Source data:
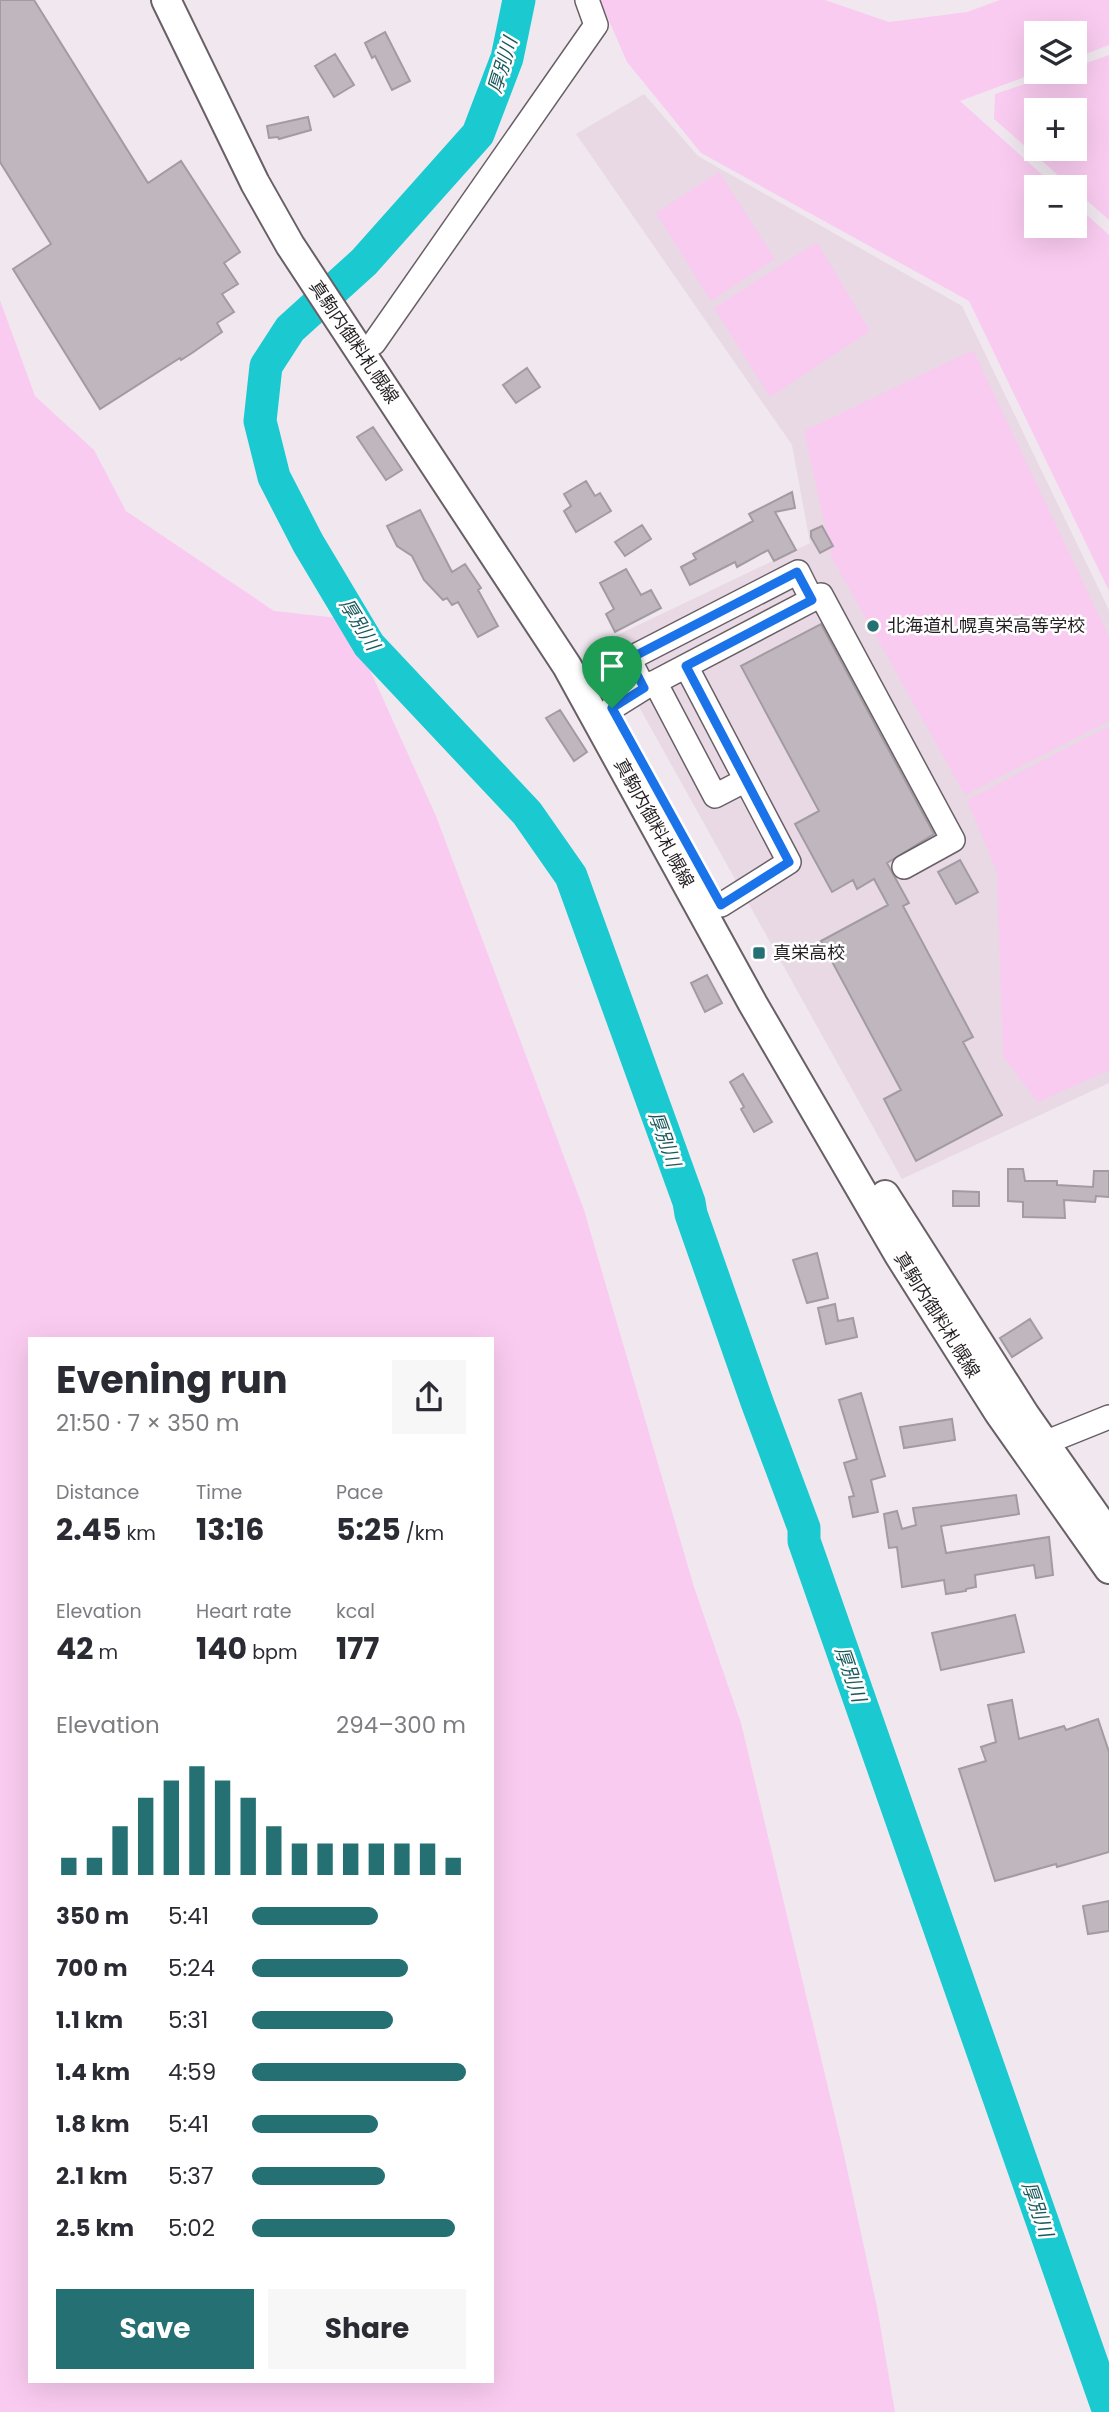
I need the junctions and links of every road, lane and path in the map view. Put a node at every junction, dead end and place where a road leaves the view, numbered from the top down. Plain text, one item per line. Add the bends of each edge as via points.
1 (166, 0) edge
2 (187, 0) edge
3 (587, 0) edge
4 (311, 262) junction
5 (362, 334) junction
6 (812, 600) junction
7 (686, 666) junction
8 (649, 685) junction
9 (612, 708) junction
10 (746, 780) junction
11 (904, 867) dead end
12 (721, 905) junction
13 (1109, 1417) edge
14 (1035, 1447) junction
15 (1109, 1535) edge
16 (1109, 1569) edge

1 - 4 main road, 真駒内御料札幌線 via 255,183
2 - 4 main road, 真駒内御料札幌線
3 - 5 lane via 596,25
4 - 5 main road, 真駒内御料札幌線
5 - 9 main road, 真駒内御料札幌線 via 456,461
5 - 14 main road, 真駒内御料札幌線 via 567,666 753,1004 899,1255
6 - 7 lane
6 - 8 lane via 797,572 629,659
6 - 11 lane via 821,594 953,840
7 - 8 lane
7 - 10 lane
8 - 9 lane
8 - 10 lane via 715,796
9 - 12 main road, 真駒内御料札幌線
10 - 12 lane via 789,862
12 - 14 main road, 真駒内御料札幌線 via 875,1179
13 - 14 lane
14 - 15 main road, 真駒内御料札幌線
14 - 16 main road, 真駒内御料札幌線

## WORK TASK:
Each record above should be repeated exactly, please, without pictures.

## PROBLEM SOLUTION:
I need the junctions and links of every road, lane and path in the map view. Put a node at every junction, dead end and place where a road leaves the view, numbered from the top down. Plain text, one item per line. Add the bends of each edge as via points.
1 (166, 0) edge
2 (187, 0) edge
3 (587, 0) edge
4 (311, 262) junction
5 (362, 334) junction
6 (812, 600) junction
7 (686, 666) junction
8 (649, 685) junction
9 (612, 708) junction
10 (746, 780) junction
11 (904, 867) dead end
12 (721, 905) junction
13 (1109, 1417) edge
14 (1035, 1447) junction
15 (1109, 1535) edge
16 (1109, 1569) edge

1 - 4 main road, 真駒内御料札幌線 via 255,183
2 - 4 main road, 真駒内御料札幌線
3 - 5 lane via 596,25
4 - 5 main road, 真駒内御料札幌線
5 - 9 main road, 真駒内御料札幌線 via 456,461
5 - 14 main road, 真駒内御料札幌線 via 567,666 753,1004 899,1255
6 - 7 lane
6 - 8 lane via 797,572 629,659
6 - 11 lane via 821,594 953,840
7 - 8 lane
7 - 10 lane
8 - 9 lane
8 - 10 lane via 715,796
9 - 12 main road, 真駒内御料札幌線
10 - 12 lane via 789,862
12 - 14 main road, 真駒内御料札幌線 via 875,1179
13 - 14 lane
14 - 15 main road, 真駒内御料札幌線
14 - 16 main road, 真駒内御料札幌線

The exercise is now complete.